THE TASK:
Determine how many lines in the material hold the string "Write", then reply with that number only.

RECORD EXTRACTS:

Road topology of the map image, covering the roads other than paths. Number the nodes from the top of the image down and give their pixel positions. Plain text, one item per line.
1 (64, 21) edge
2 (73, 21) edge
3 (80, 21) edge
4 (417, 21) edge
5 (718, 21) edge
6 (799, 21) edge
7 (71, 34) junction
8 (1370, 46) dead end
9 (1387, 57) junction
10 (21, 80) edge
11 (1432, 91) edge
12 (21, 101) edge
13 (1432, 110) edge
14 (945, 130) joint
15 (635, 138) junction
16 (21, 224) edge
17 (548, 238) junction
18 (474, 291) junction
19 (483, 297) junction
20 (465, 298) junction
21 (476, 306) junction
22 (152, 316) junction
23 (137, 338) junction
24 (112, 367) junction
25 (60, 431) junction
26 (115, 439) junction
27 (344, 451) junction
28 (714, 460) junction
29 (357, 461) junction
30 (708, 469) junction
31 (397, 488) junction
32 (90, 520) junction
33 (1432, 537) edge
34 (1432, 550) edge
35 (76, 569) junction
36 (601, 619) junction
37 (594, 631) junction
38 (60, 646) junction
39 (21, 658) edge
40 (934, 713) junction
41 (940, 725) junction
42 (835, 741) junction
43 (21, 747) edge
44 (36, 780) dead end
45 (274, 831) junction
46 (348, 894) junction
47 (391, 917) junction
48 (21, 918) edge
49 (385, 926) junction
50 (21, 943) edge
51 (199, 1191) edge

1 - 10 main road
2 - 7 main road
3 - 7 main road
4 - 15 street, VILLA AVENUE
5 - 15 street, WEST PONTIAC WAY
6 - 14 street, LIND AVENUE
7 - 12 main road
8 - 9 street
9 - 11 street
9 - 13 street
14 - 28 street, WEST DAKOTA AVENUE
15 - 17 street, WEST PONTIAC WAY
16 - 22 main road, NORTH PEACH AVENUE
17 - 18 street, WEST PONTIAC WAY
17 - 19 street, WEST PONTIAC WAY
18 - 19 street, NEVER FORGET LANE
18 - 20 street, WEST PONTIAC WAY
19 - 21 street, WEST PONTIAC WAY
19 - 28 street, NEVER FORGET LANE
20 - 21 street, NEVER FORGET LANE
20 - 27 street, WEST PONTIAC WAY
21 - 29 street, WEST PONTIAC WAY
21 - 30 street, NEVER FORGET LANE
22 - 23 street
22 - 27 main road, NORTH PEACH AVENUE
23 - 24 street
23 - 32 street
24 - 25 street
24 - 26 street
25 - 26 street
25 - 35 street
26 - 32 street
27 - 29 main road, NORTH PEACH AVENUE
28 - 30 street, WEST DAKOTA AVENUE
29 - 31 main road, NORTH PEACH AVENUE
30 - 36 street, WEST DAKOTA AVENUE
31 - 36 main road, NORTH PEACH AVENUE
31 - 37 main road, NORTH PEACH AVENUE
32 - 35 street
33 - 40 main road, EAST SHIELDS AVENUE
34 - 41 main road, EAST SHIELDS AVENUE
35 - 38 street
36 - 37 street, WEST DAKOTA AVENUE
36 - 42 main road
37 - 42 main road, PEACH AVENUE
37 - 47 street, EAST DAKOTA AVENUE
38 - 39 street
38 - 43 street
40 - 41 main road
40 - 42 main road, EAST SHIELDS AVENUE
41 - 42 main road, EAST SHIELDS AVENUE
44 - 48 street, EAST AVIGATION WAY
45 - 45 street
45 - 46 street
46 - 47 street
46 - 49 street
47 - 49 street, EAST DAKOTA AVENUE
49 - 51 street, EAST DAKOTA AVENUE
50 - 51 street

---

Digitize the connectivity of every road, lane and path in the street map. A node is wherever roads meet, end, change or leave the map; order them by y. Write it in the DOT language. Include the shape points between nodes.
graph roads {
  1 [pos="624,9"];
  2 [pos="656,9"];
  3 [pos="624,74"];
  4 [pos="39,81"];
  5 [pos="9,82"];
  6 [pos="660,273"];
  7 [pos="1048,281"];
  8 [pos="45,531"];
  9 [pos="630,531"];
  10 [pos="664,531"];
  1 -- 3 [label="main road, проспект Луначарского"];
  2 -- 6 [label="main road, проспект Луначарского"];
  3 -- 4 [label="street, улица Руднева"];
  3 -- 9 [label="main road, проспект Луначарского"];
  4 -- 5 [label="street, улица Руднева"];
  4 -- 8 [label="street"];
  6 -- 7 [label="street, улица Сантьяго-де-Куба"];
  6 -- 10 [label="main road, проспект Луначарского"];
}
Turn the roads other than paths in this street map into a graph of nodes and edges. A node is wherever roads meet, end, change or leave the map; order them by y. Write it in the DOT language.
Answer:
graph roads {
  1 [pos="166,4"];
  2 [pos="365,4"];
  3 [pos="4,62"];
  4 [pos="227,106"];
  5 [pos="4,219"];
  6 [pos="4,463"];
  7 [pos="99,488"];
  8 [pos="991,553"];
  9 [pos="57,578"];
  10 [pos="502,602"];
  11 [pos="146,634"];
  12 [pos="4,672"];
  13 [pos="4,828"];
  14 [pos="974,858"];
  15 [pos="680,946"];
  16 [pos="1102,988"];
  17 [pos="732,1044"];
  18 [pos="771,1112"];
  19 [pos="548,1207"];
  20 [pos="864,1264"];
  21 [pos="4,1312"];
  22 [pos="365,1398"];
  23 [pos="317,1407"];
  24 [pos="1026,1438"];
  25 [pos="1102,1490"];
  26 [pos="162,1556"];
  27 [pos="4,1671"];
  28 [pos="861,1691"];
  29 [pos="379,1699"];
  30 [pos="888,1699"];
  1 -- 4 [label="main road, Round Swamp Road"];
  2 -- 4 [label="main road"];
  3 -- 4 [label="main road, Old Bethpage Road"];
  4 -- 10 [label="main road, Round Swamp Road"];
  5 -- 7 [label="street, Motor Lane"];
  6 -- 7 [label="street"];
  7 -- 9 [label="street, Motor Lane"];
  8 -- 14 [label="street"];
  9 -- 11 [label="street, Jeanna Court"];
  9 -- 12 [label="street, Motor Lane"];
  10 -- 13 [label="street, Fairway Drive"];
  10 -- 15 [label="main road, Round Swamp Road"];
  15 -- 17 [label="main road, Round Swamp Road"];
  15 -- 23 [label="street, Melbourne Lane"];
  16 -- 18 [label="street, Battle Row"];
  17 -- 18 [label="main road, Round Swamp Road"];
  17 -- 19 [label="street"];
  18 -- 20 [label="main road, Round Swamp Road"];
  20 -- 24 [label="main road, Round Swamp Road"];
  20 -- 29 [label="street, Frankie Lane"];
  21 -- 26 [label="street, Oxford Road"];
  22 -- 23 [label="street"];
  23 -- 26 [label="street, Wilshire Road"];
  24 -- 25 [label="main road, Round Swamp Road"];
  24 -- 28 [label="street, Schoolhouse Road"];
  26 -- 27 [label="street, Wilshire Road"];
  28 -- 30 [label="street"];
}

RESPONSE TO THE TASK:
2